Just sending an excerpt from a very thought provoking newspaper article I read regarding 9/11.
At 8.45am New York time on 11 September 2001, Stephen Mulderry, a young American with big dreams, was at work as usual at his office on the 88th floor of the World Trade Centre’s South Tower; Khalid al-Mihdhar and Nawaf al-Hazmi, Saudi acolytes of Osama bin Laden, were in their seats aboard American Airlines Flight 77, a Boeing 757 that had taken off from Washington 25 minutes earlier; John O’Neill, the World Trade Centre’s brand new head of security, who had quit only two weeks earlier as head of the FBI’s al-Qa’ida squad, was at his desk on the 34th floor of the North Tower, where the first aircraft struck at 8.46am.
They would all be dead, along with around 3,000 others, by 10.30am. Ten years later, the death toll from the most earth-shattering terrorist atrocity in history stands immeasurably higher. The four co-ordinated aircraft hijackings and suicide attacks carried out by Mihdhar, Hazmi and 17 other holy warriors on that infamous 9/11 triggered two wars, in Afghanistan and Iraq, that have cost, at a conservative estimate, 250,000 lives. The number of overall casualties is impossible to know but if one calculates that for every one of the 6,000-plus American soldiers killed seven have been wounded, the number must stand at well over a million.
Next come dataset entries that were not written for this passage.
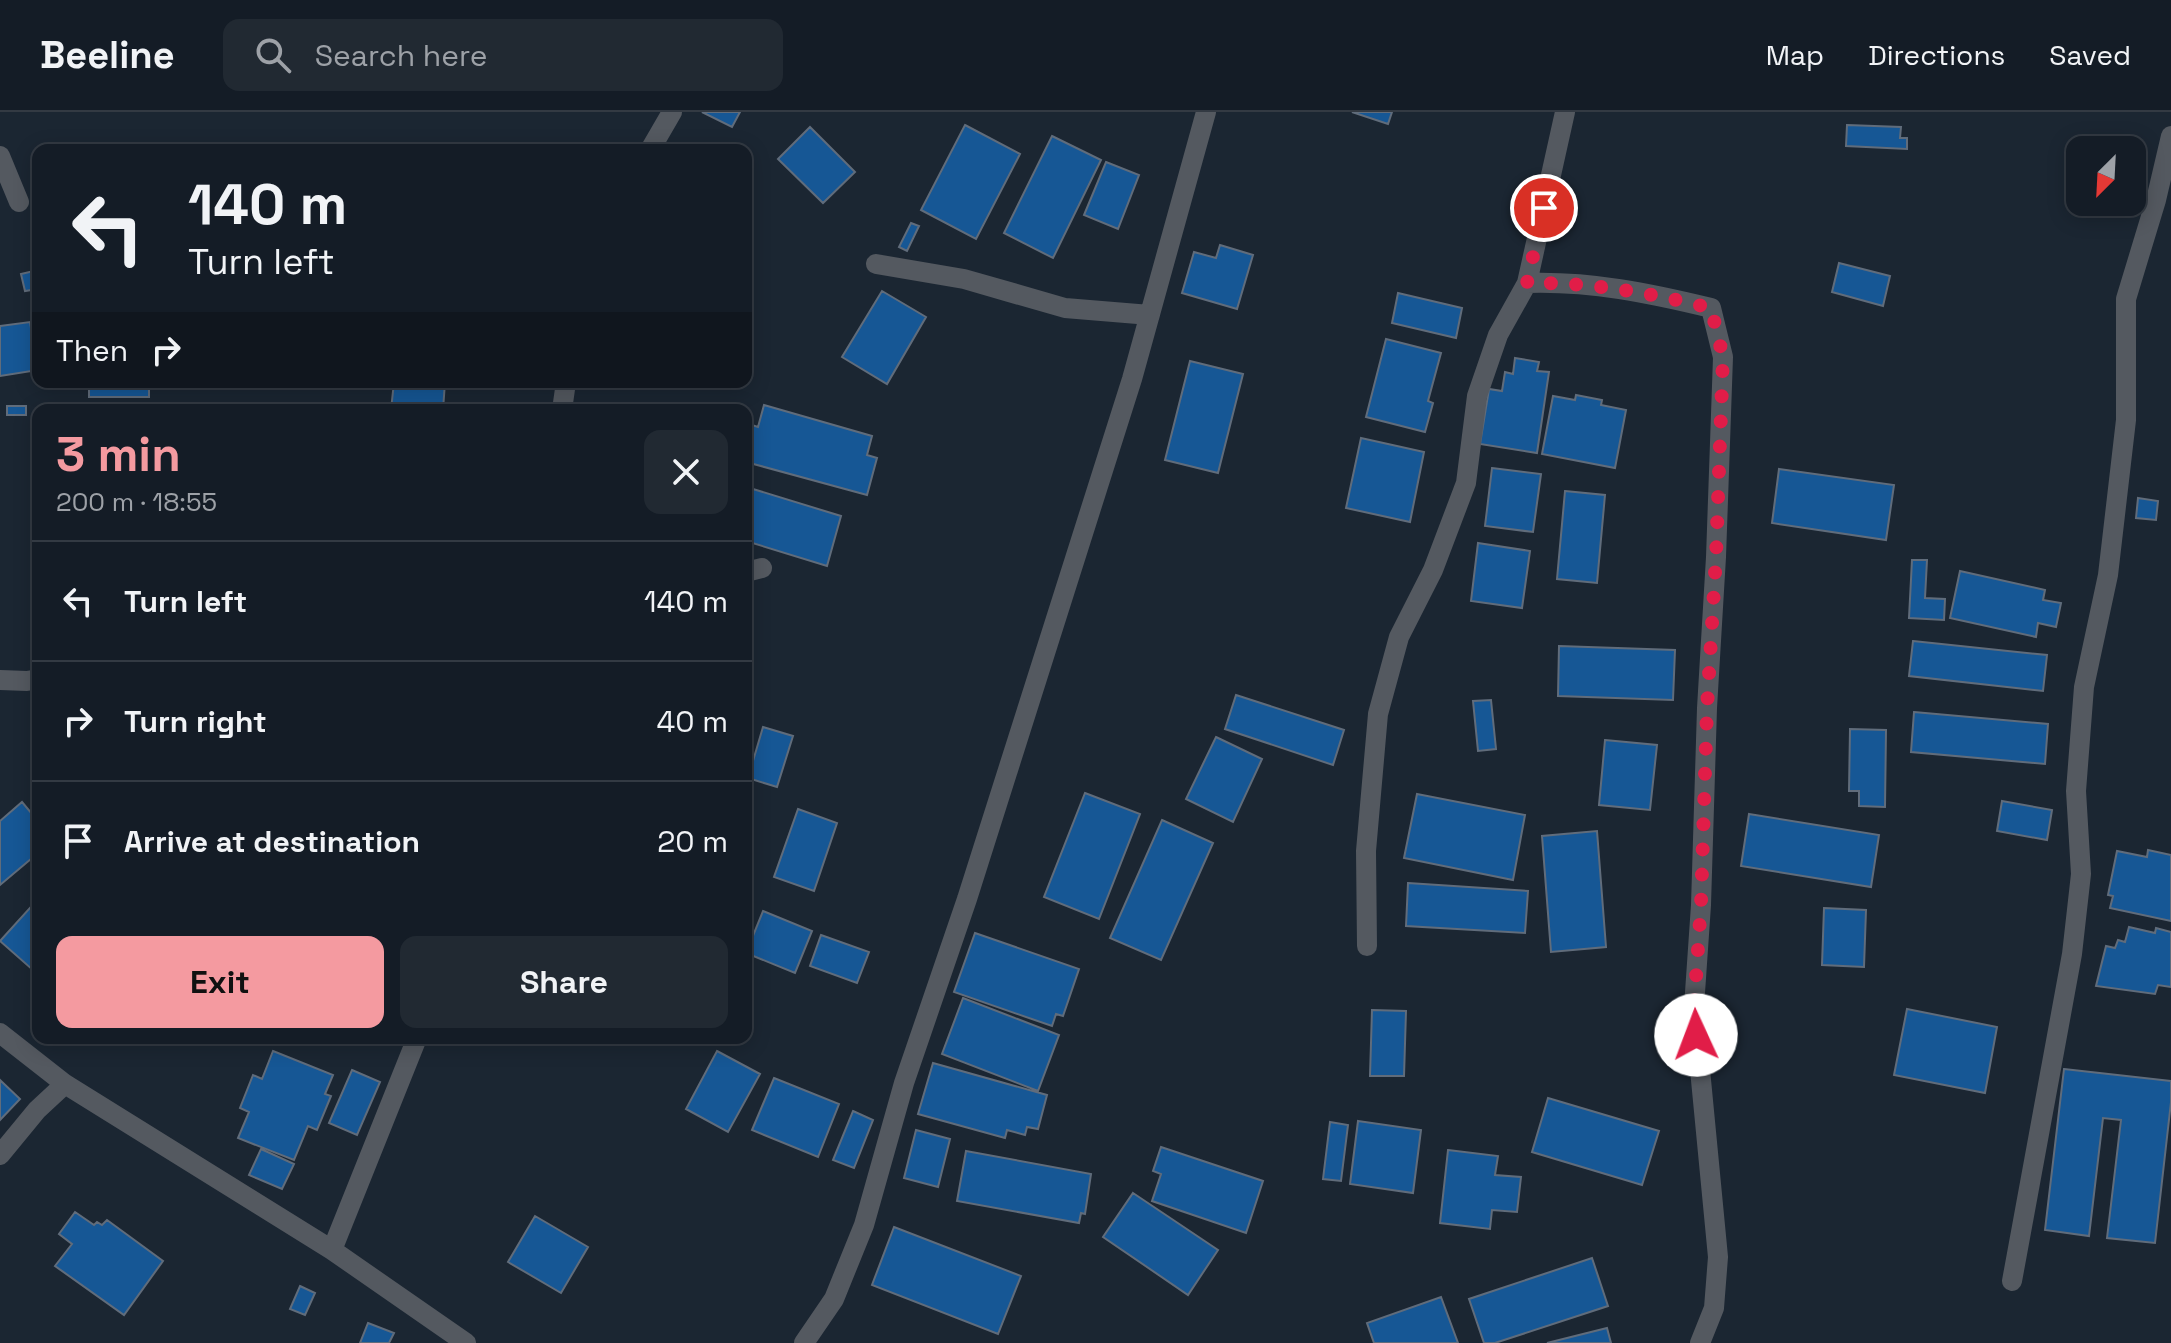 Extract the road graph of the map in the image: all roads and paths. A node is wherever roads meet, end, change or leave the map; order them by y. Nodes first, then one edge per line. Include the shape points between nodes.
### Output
1 (672, 112) edge
2 (1206, 112) edge
3 (1565, 112) edge
4 (2171, 136) edge
5 (653, 144) edge
6 (0, 156) edge
7 (19, 202) dead end
8 (876, 264) dead end
9 (1527, 283) junction
10 (1150, 315) junction
11 (32, 679) edge
12 (0, 680) edge
13 (1367, 946) dead end
14 (0, 1033) edge
15 (415, 1044) edge
16 (65, 1084) junction
17 (0, 1155) edge
18 (332, 1250) junction
19 (2012, 1281) dead end
20 (466, 1343) edge
21 (804, 1343) edge
22 (1700, 1343) edge

1 - 5 street
2 - 10 street
3 - 9 street
4 - 19 street via 2126,299 2126,420 2108,575 2084,687 2076,791 2081,874 2072,954
6 - 7 street
8 - 10 street via 964,279 1065,308
9 - 13 street via 1498,335 1482,380 1466,483 1433,570 1399,637 1378,714 1366,851
9 - 22 street via 1639,290 1711,308 1723,357 1694,1007 1718,1257 1714,1308
10 - 21 street via 1035,688 904,1083 864,1225 834,1299
11 - 12 street
14 - 16 street
15 - 18 street
16 - 17 street
16 - 18 street
18 - 20 street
To all that one can add the mental trauma inflicted on innumerable soldiers and civilians touched by those wars, the global frenzy sparked by the generalised perception – however simplistic – of a clash of civilisations between Islam and the West and, at a more mundane but far-reaching level, the impact on travellers everywhere of increasingly severe airport security measures. As to the financial cost, on an investment by al-Qa’ida generally calculated at no more than $500,000, the American outlay sparked by the events of 11 September has almost equalled the amount spent by the US, in real terms, during the Second World War. According to a recent study by Brown University, the total figure stands at an unimaginable $4trn.
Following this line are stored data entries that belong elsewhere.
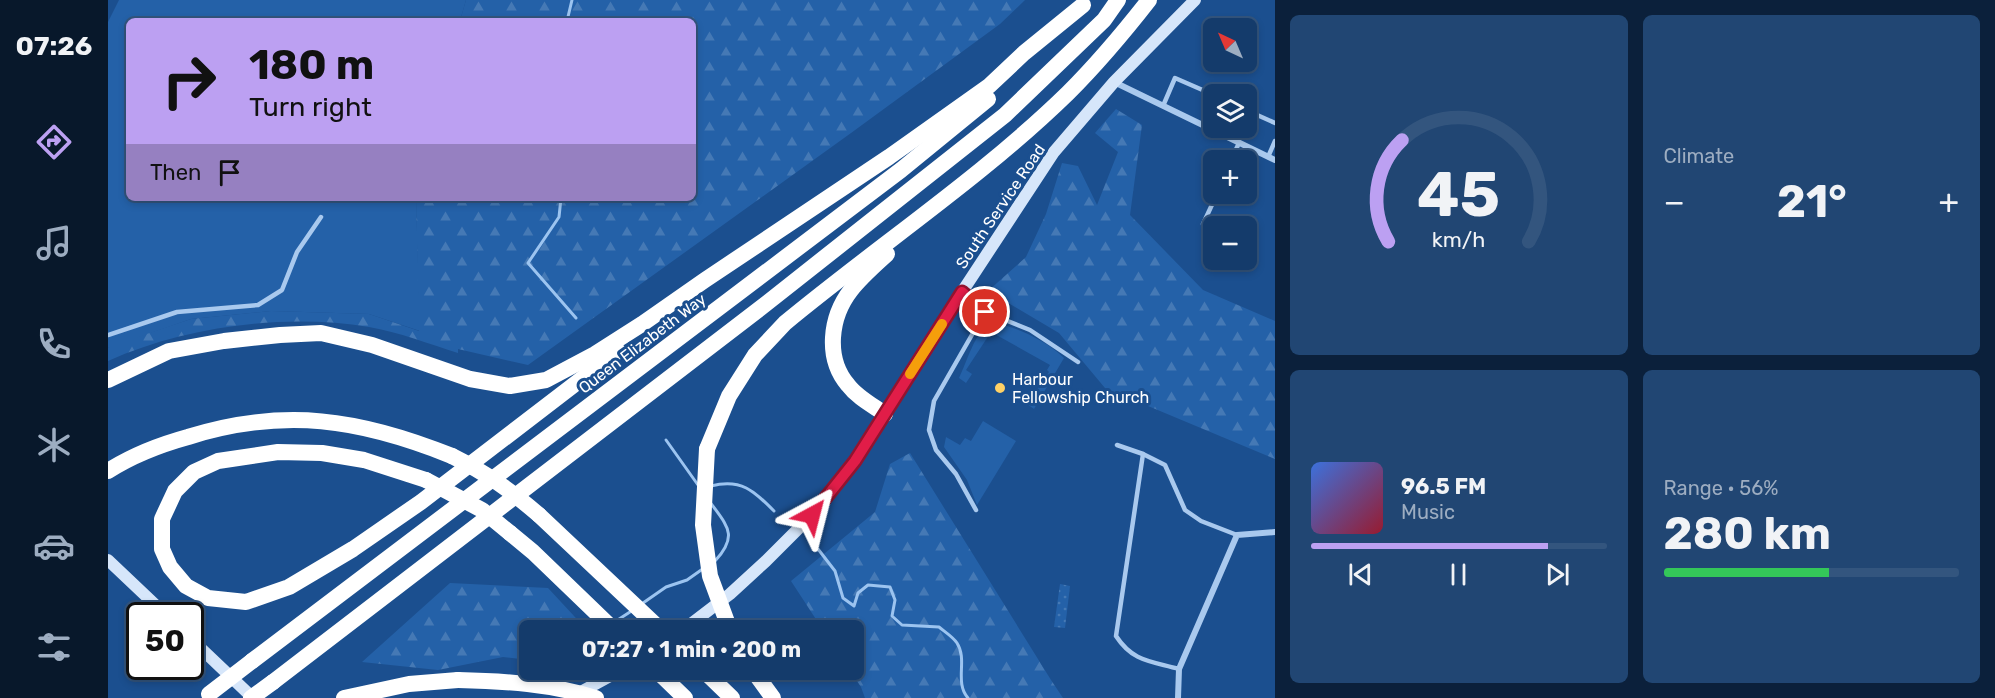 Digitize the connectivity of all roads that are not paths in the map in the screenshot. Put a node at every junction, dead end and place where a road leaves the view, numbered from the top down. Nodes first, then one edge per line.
1 (1118, 0) edge
2 (1149, 0) edge
3 (1195, 0) edge
4 (1085, 2) edge
5 (1114, 82) junction
6 (1203, 90) edge
7 (1162, 106) junction
8 (1257, 115) edge
9 (1275, 123) edge
10 (1275, 141) edge
11 (1239, 142) junction
12 (1235, 150) edge
13 (1272, 158) edge
14 (974, 174) junction
15 (321, 217) dead end
16 (705, 280) junction
17 (962, 292) junction
18 (985, 312) junction
19 (108, 335) edge
20 (1078, 362) dead end
21 (108, 380) edge
22 (885, 414) junction
23 (1117, 445) dead end
24 (1143, 454) junction
25 (108, 471) edge
26 (440, 487) edge
27 (440, 487) edge
28 (440, 487) edge
29 (440, 487) edge
30 (976, 510) dead end
31 (1275, 532) edge
32 (1236, 535) junction
33 (108, 560) edge
34 (152, 602) edge
35 (604, 620) edge
36 (651, 620) edge
37 (696, 620) edge
38 (726, 620) edge
39 (204, 652) edge
40 (1179, 669) junction
41 (603, 680) edge
42 (666, 680) edge
43 (714, 680) edge
44 (760, 680) edge
45 (206, 696) edge
46 (683, 696) edge
47 (252, 698) edge
48 (344, 698) edge
49 (569, 698) edge
50 (596, 698) edge
51 (732, 698) edge
52 (773, 698) edge
53 (1178, 698) edge

1 - 47 highway, bridge
2 - 14 highway
3 - 5 main road, South Service Road
4 - 16 highway
4 - 45 highway, Queen Elizabeth Way, bridge
5 - 7 street
5 - 17 main road, South Service Road
6 - 7 lane
7 - 11 street
8 - 9 lane
10 - 13 lane
11 - 12 lane
11 - 13 street
14 - 22 highway
14 - 38 highway, bridge
15 - 19 lane
16 - 21 highway
16 - 26 highway, bridge
17 - 18 lane
17 - 22 main road, South Service Road
18 - 20 lane
18 - 30 lane
22 - 37 main road, South Service Road
23 - 24 lane
24 - 32 lane
24 - 40 lane
25 - 36 highway, bridge
27 - 28 highway, bridge
29 - 35 highway, bridge
31 - 32 street
32 - 40 street
33 - 34 main road
39 - 47 main road
40 - 53 street
41 - 49 main road
42 - 46 highway
43 - 51 highway
44 - 52 highway
48 - 50 highway, bridge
It could all have been avoided. One blunder, one failure of communication between the CIA and the FBI, one vital clue they failed to share, opened the way for the terrorists. At the centre of it were Khalid al-Mihdhar and Nawaf al-Hazmi, the two hijackers who boarded their aircraft in Washington. If the CIA had passed on critical information that they had collected early in 2000 regarding these two men to John O’Neill’s al-Qa’ida squad, known internally as I-49, the mother of Stephen Mulderry and all the other mothers, fathers, husbands, wives, children, grandchildren, relatives and friends of the thousands upon thousands of people who have lost their lives as a consequence of the 11 September attacks might not have had cause to grieve.